To emphasize that the initiative came from the scientists and technical ex­perts themselves and from those with a direct interest in furthering interna­tional collaboration, the founding fathers of COST opted for a flexible and pragmatic approach. COST activities have in the past paved the way for com­munity activities, and its flexibility allows COST actions to be used as a test­ing and exploratory field for emerging topics.

The member countries participate on an “a la carte” principle, and activi­ties are launched using a “bottom-up” approach. One of its main features is its built-in flexibility. This concept clearly meets a growing demand, and in addition, it complements the community programs.

COST has a geographical scope beyond the EU, and most of the Central and Eastern European countries are members. COST also welcomes the par­ticipation of interested institutions from non-COST-member states without any geographical restriction.

COST has developed into one of the largest frameworks for research co­operation in Europe and is a valuable mechanism for coordinating national re­search activities in Europe.
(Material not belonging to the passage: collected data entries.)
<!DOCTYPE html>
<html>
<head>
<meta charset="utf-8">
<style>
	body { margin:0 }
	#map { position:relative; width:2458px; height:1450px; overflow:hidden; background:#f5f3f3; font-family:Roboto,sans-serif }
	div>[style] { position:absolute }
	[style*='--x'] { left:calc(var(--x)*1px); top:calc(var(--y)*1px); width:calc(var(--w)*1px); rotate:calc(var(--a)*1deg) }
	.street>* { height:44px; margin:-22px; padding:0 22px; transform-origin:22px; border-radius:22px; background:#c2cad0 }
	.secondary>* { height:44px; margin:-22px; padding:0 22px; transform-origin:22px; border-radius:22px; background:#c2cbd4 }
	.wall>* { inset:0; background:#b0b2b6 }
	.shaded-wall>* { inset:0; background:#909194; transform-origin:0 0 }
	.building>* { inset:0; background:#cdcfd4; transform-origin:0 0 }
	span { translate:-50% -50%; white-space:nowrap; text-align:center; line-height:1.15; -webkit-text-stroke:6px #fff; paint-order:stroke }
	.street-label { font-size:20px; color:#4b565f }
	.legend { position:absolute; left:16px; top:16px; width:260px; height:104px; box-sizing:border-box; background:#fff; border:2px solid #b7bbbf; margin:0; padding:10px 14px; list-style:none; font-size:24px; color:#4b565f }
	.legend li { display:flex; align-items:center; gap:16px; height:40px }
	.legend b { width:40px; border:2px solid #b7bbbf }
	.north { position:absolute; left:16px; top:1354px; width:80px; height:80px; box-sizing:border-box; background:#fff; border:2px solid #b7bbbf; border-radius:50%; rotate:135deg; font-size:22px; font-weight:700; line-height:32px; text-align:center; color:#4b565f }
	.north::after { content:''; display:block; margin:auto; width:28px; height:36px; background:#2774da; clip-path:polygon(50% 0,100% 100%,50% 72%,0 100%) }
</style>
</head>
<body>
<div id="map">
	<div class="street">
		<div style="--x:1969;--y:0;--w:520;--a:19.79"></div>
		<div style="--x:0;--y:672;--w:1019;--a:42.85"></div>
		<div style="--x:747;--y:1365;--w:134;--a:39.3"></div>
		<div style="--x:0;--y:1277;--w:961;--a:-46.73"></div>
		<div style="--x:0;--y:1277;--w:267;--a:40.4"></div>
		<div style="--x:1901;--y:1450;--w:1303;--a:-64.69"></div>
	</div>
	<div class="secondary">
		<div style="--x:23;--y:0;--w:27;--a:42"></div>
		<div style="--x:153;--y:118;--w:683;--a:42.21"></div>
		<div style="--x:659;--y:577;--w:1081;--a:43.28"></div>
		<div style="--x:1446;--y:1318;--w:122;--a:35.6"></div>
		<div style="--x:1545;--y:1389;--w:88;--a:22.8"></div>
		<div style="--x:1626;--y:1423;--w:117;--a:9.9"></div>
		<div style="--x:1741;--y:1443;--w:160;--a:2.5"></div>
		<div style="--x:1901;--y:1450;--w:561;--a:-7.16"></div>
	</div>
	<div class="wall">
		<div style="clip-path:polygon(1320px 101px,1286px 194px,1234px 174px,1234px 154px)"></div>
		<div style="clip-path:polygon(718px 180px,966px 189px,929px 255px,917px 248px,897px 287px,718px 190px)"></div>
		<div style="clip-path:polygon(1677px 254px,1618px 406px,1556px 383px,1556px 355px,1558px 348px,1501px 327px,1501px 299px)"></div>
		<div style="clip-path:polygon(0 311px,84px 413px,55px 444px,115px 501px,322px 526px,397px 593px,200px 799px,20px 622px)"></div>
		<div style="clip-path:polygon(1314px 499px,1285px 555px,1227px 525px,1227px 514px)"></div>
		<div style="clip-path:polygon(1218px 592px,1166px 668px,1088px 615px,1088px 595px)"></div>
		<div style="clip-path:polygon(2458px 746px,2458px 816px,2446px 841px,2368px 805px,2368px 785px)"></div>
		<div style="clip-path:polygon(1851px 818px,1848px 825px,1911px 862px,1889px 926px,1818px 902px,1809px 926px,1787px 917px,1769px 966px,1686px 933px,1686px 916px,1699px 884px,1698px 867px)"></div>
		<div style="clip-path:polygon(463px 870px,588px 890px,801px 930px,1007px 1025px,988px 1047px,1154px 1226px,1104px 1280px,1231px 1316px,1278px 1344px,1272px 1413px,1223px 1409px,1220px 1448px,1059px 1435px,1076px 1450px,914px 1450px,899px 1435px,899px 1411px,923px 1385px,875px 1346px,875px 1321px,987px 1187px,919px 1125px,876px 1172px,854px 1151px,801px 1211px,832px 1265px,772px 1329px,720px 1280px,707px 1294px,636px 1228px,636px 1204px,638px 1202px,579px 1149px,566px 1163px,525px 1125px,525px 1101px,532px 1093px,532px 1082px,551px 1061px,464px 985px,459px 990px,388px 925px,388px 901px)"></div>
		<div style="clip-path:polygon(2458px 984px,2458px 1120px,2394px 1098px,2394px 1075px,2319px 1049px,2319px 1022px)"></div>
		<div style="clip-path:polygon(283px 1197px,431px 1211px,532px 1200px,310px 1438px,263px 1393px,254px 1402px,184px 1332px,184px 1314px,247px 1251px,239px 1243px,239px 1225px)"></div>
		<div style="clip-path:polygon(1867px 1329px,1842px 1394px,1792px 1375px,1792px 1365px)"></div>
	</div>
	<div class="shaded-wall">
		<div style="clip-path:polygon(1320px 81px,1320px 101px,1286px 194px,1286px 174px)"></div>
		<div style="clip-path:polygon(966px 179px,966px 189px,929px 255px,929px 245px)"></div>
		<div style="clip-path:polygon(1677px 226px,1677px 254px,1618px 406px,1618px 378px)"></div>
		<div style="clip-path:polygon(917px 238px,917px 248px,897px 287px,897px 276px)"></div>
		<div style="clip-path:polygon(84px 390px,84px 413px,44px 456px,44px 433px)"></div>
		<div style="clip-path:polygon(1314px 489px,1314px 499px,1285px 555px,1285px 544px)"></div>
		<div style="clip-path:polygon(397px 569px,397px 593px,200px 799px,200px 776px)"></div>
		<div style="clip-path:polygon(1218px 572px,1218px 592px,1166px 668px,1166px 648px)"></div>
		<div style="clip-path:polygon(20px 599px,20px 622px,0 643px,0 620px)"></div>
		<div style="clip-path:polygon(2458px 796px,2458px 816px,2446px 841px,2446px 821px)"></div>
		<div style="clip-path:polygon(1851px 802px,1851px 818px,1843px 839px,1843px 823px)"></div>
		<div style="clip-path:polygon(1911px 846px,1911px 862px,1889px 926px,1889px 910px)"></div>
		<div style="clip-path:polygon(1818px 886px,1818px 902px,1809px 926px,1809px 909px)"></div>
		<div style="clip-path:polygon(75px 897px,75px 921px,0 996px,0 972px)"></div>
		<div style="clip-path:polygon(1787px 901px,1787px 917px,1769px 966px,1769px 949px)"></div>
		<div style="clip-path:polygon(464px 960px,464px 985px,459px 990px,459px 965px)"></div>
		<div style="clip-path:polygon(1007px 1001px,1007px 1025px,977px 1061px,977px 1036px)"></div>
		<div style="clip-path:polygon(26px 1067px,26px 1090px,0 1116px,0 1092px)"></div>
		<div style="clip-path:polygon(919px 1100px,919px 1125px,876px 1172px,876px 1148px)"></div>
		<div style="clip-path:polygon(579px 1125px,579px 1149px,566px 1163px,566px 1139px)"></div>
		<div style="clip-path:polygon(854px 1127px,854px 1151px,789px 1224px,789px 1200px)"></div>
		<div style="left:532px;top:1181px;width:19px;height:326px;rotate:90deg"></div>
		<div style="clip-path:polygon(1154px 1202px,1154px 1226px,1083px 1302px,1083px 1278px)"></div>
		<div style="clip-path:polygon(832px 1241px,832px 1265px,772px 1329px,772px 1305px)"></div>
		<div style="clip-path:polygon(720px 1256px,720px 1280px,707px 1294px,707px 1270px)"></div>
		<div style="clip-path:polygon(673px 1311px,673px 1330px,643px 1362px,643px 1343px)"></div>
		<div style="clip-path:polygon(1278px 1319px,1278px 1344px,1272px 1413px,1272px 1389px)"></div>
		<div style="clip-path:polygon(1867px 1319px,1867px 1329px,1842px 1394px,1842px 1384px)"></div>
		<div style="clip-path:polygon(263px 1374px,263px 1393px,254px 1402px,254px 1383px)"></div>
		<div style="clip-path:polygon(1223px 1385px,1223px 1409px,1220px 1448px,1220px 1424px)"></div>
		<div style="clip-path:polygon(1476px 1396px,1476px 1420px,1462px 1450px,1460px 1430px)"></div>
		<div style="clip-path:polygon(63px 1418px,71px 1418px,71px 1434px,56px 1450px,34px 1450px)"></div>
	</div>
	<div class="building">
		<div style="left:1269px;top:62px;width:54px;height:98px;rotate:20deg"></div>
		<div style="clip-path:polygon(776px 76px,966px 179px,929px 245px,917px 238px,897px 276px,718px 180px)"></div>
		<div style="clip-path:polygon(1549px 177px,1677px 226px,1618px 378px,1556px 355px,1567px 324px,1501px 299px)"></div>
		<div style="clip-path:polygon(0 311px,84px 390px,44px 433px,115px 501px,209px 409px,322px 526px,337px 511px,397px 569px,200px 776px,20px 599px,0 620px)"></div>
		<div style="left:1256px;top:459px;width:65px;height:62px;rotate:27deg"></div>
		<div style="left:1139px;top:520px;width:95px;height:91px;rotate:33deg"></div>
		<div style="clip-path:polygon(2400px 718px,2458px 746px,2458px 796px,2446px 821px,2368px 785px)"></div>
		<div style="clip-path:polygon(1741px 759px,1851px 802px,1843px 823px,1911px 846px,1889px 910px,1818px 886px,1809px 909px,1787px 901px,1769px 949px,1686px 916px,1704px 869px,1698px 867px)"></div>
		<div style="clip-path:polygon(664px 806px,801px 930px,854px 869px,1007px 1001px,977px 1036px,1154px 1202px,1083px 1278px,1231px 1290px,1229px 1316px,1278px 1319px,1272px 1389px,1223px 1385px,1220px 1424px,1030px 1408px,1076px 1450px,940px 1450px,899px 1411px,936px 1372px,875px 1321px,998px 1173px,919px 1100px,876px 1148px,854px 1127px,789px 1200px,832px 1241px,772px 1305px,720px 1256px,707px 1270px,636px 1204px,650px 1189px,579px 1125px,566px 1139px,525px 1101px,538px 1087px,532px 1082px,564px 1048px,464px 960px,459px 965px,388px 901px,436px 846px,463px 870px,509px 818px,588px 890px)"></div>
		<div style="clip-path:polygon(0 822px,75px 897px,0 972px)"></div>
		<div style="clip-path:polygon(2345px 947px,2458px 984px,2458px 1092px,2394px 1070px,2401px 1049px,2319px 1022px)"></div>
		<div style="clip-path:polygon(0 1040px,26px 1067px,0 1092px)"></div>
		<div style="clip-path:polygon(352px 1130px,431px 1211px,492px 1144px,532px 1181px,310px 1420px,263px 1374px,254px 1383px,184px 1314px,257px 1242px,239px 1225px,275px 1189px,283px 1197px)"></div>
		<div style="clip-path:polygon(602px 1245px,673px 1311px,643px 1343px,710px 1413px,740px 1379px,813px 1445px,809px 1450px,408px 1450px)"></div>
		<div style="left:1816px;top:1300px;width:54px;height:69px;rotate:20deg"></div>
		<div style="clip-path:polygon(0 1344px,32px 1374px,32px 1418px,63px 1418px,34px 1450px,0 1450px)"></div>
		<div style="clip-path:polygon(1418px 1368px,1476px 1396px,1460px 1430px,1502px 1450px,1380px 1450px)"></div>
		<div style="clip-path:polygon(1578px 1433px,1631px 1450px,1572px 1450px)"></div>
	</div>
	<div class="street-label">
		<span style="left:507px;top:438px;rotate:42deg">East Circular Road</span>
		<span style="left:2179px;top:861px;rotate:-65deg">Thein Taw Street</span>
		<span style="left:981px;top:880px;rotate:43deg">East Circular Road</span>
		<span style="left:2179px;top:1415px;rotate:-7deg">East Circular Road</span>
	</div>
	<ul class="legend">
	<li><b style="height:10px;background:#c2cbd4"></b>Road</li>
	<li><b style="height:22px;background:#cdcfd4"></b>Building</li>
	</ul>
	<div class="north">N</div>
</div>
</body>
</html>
Today it has almost 200 actions and involves nearly 30,000 scientists from 32 European member countries and more than 50 participating institutions from 11 nonmember countries.

Among these is COST Action G3 on industrial ventilation. This action was launched in 1996 and comprises to date more than 60 experts from four­teen COST countries and from institutions of four nonmember countries. Its main objective, as stipulated in the Memorandum of Understanding of the ac­tion, is to “produce a basis for a Design Guidebook by a multidisciplinary ap­proach based on gathering the expert knowledge which exists internationally, further developing it and making it available for the designers.”